SSL/TLS certificates serve two purposes: encrypting data in transit between a browser and server, and verifying the server's identity. When you see the padlock icon in your browser, it means the connection uses TLS (Transport Layer Security — the modern successor to SSL) to encrypt all data exchanged. Without it, anyone on the same network (coffee shop WiFi, corporate network, ISP) can read transmitted data in plaintext — including passwords, credit card numbers, and personal information. Certificates contain the domain name, the certificate authority (CA) that issued it, the public key, validity dates, and a digital signature. Domain Validation (DV) certificates verify only domain ownership and are available free from Let's Encrypt — they are sufficient for most websites. Organization Validation (OV) and Extended Validation (EV) certificates additionally verify the organization's legal identity. Certificate chains link your certificate to a trusted root CA through intermediate certificates. This checker validates the entire chain, expiration dates, and configuration. It makes a network request to check the live certificate — no user data is transmitted.

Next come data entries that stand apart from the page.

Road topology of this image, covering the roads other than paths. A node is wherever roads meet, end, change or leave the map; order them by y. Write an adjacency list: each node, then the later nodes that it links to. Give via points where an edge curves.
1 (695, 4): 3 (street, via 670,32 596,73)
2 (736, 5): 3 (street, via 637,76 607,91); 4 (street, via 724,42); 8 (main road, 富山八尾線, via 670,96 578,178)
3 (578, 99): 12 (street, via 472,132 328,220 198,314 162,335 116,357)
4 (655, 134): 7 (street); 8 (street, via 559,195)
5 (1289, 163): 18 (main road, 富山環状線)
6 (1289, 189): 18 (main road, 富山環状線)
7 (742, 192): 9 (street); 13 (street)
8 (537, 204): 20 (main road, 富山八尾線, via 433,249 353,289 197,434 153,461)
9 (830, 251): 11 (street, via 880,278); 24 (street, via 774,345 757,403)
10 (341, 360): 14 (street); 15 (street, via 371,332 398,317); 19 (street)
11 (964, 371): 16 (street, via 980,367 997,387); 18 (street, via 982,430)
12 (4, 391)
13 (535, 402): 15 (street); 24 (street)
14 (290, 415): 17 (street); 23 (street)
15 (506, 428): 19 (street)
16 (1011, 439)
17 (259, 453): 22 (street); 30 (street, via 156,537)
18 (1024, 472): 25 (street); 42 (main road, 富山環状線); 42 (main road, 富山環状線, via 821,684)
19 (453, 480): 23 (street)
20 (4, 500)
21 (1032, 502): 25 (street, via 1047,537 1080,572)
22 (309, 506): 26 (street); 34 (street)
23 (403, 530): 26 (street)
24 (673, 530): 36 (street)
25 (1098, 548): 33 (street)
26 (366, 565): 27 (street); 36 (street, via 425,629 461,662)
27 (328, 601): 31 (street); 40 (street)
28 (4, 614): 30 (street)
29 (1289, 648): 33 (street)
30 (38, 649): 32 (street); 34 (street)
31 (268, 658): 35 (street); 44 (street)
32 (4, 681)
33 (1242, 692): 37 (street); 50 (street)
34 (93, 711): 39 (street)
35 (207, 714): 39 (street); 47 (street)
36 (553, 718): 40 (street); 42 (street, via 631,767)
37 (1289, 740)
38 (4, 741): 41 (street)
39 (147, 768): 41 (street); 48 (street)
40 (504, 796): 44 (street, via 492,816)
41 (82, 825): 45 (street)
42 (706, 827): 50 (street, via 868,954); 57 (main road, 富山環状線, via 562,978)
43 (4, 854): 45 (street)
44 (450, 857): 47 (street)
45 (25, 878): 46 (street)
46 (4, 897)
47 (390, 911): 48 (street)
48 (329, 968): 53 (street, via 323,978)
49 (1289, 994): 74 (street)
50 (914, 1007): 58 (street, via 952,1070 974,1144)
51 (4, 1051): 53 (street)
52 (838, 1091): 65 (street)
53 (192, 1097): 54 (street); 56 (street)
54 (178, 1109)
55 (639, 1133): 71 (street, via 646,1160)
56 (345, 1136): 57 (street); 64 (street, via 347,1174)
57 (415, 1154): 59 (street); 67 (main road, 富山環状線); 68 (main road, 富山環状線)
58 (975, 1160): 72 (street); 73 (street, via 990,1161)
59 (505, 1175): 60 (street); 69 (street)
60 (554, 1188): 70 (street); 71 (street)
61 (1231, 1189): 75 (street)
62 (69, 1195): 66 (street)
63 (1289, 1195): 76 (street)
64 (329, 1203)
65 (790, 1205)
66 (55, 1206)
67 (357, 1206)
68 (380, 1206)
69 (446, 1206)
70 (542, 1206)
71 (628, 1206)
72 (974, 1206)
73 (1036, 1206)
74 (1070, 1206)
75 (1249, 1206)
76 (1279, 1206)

The most frequent SSL problems are expired certificates, mismatched domain names, incomplete certificate chains, and outdated protocols. An expired certificate causes browsers to display a full-page warning that blocks most visitors — Let's Encrypt certificates expire every 90 days, so automated renewal (via certbot or your hosting provider) is essential. A domain mismatch occurs when the certificate is issued for www.example.com but the site is accessed at example.com (or vice versa) — SAN (Subject Alternative Name) certificates should cover both. Incomplete chains happen when your server sends the leaf certificate but not the intermediate certificate, causing validation failures on some devices. Protocol issues include still supporting TLS 1.0 or 1.1 (deprecated since 2020) or using weak cipher suites. Modern best practice is TLS 1.2 minimum with TLS 1.3 preferred. HSTS (HTTP Strict Transport Security) headers tell browsers to always use HTTPS, preventing downgrade attacks. The recommended HSTS header is max-age=31536000 (1 year) with includeSubDomains. This checker flags all these issues and provides specific remediation steps.